In a few minutes, I will be doing what I do every Saturday - toddling off to Netto with my recyclable shopping bags. I will spend several pounds less than I would need to spend at the Monstermarkets. Choice will be refreshingly limited. It will only take me forty minutes as the shop is so small. Regular workers Ange and Keeley will chat with me and who knows what I might pick up from the weird middle aisle? A bowling ball - a riding helmet - a marble egg - a mallet - a set of oil paints - a set of saucepans? Such is the magical world of your local Netto store...


  1. Anonymous11:15 am

    We will get you for this! Nobody but nobody challenges the world dominannce of Tesco! We are coming for you! Beware!

  2. Anonymous11:17 am

    Money, money, money, money, money, money, money, money, money, money, money, money, money...

  3. I've tried shopping at Lidl and Aldi and I can't say I manage to save anything much compared with shopping at Sainsbury's. Prices seem to be going up everywhere.

  4. Anonymous9:27 pm

    Is Shirley Porter making a mint out of all of us Tesco prisoners?

  5. I used to work in the industry in the UK before I emmigrated, have to say that if you think it is bad shopping there, try working for them. In NZ we have no choice, 2 companies control all our supermarkets so there is very little competition & less choice.

  6. My complaint is not so much about the stores as the people who go there. Why are mom and dad going grocery shopping with 4 kids in tow? One of you should stay home with the kids and keep the aisles of the store less crowded and easier to navigate. And while I'm at it, please put the shopping cart in its proper place instead of leaving it out in the parking lot!

  7. I use the weekly market as much as possible, grow/produce my own (not everyone's choice/privilege/burden) and just buy posh stuff/basics that I can't get easily anywhere else from waitrose, who at least are better on the farmer relations stuff. It's a political and social nightmare out in the world of shopping.

  8. Anonymous8:06 am

    How their scanning or pricing errors are okay but a kid stealing a can of lager feels the full force of their legal wrath.

    I totally hear you! We've gone shopping numerous times , only to find out at the checkout that the item was priced wrongly.

    I used to shop at Netto's too. Not only that, I was a drivers mate for them for a short while. I stopped working for them right before Christmas, and then flew out to Canada the following August.
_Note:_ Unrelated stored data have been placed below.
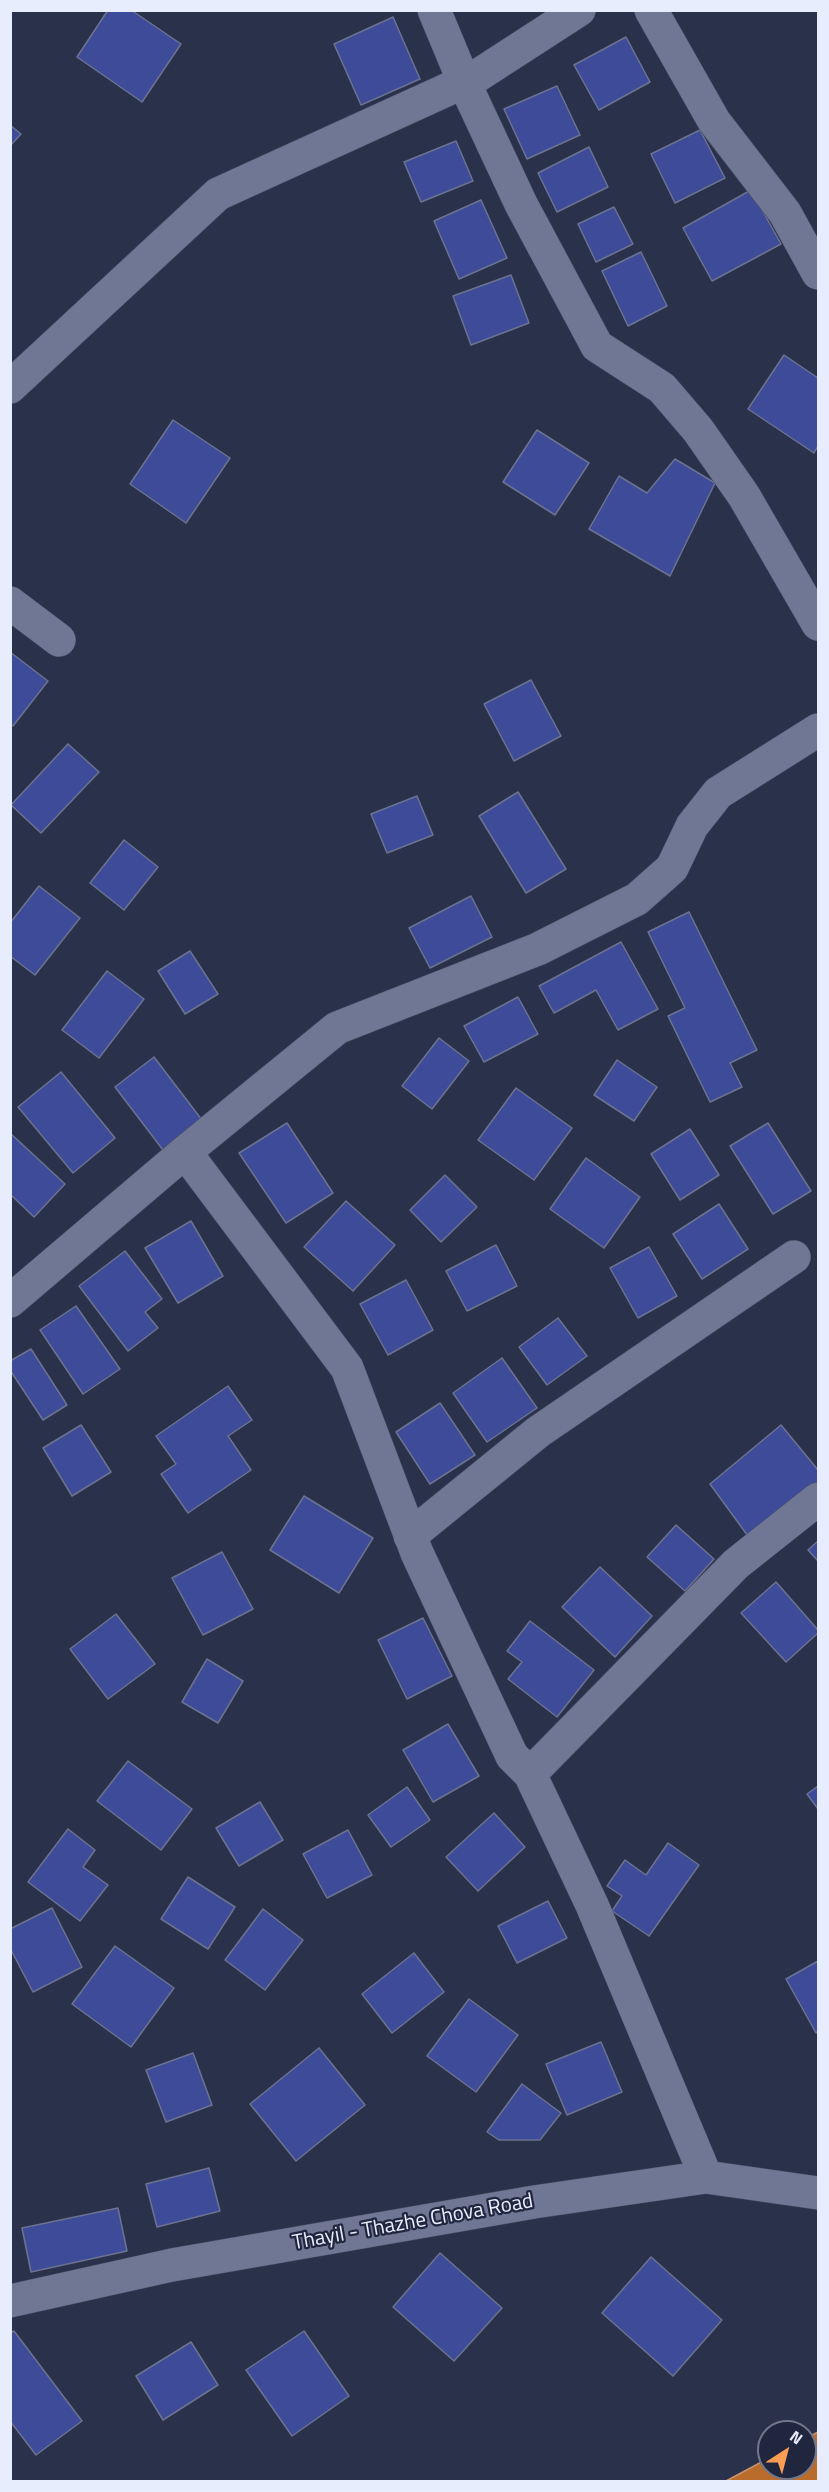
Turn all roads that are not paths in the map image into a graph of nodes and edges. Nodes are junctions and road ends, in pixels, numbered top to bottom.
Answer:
1 (434, 10) edge
2 (579, 10) edge
3 (651, 10) edge
4 (464, 82) junction
5 (819, 273) edge
6 (10, 387) edge
7 (10, 603) edge
8 (819, 624) edge
9 (59, 640) dead end
10 (819, 730) edge
11 (185, 1152) junction
12 (794, 1257) dead end
13 (10, 1301) edge
14 (819, 1499) edge
15 (410, 1536) junction
16 (530, 1774) junction
17 (706, 2177) junction
18 (819, 2193) edge
19 (10, 2301) edge

1 - 4 street
2 - 4 street
3 - 5 street
4 - 6 street
4 - 8 street
7 - 9 street
10 - 11 street
11 - 13 street
11 - 15 street
12 - 15 street
14 - 16 street
15 - 16 street
16 - 17 street
17 - 18 street, Thayil - Thazhe Chova Road
17 - 19 street, Thayil - Thazhe Chova Road

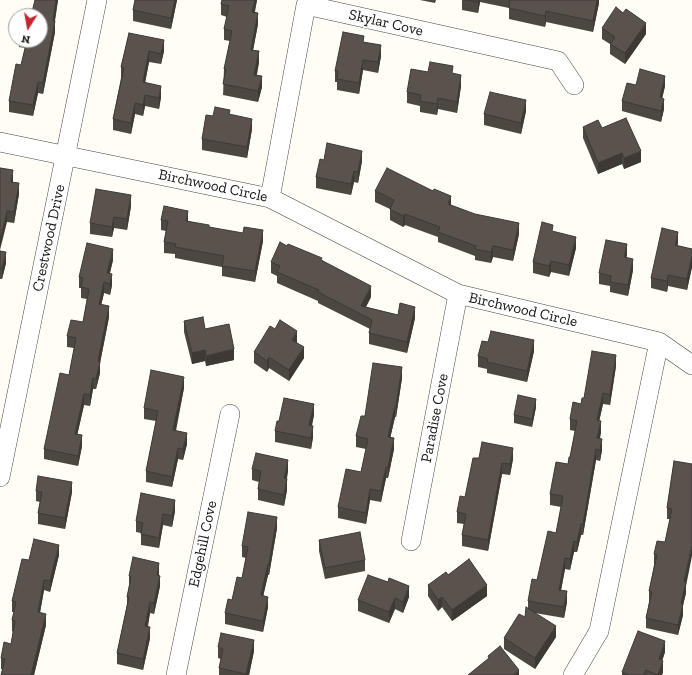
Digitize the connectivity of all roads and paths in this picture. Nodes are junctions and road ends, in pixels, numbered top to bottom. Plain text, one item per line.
1 (96, 0) edge
2 (574, 85) dead end
3 (0, 142) edge
4 (66, 156) junction
5 (270, 198) junction
6 (458, 294) junction
7 (659, 342) junction
8 (692, 365) edge
9 (230, 414) dead end
10 (0, 477) edge
11 (411, 541) dead end
12 (176, 675) edge
13 (574, 675) edge

1 - 4 street, Crestwood Drive
2 - 5 street, Skylar Cove
3 - 4 street, Birchwood Circle
4 - 5 street, Birchwood Circle
4 - 10 street, Crestwood Drive
5 - 6 street, Birchwood Circle
6 - 7 street, Birchwood Circle
6 - 11 street, Paradise Cove
7 - 8 street
7 - 13 street
9 - 12 street, Edgehill Cove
    A lot of my friends refused to shop at Netto's because it was "cheap" I wonder how many of them now have no other choice because of price rises everywhere else.

    Btw, you've been tagged!

  9. So sorry about you friend Boris. We have some independent grocers here in Texas. They are cheaper but as you said, the selection isn't as large. We do shop them however along with the big boys. With of course our cloth shopping bags.

  10. Anonymous3:51 pm

    I agree with the bloke in New Zealand. Here we have just two supermarkets in control and they don't seem to be much in competition as their prices are always around the same. The only areas where they are cheaper are where we have an Aldis store or an idependent supermarket which is not bin all areas. Now we have been told we are going to have to pay 10 cents for every plastic bag that we use so the profits for the big two supermarket are going to be even bigger. It seems to be much more cynical nowadays

  11. What about that thing where they bang on about supporting Fair Trade and then put all the fair trade tea and coffee on the top shelf so you really have to look to find it? (Yes, I KNOW I'm always going on about this. I just hate the hypocrisy of it).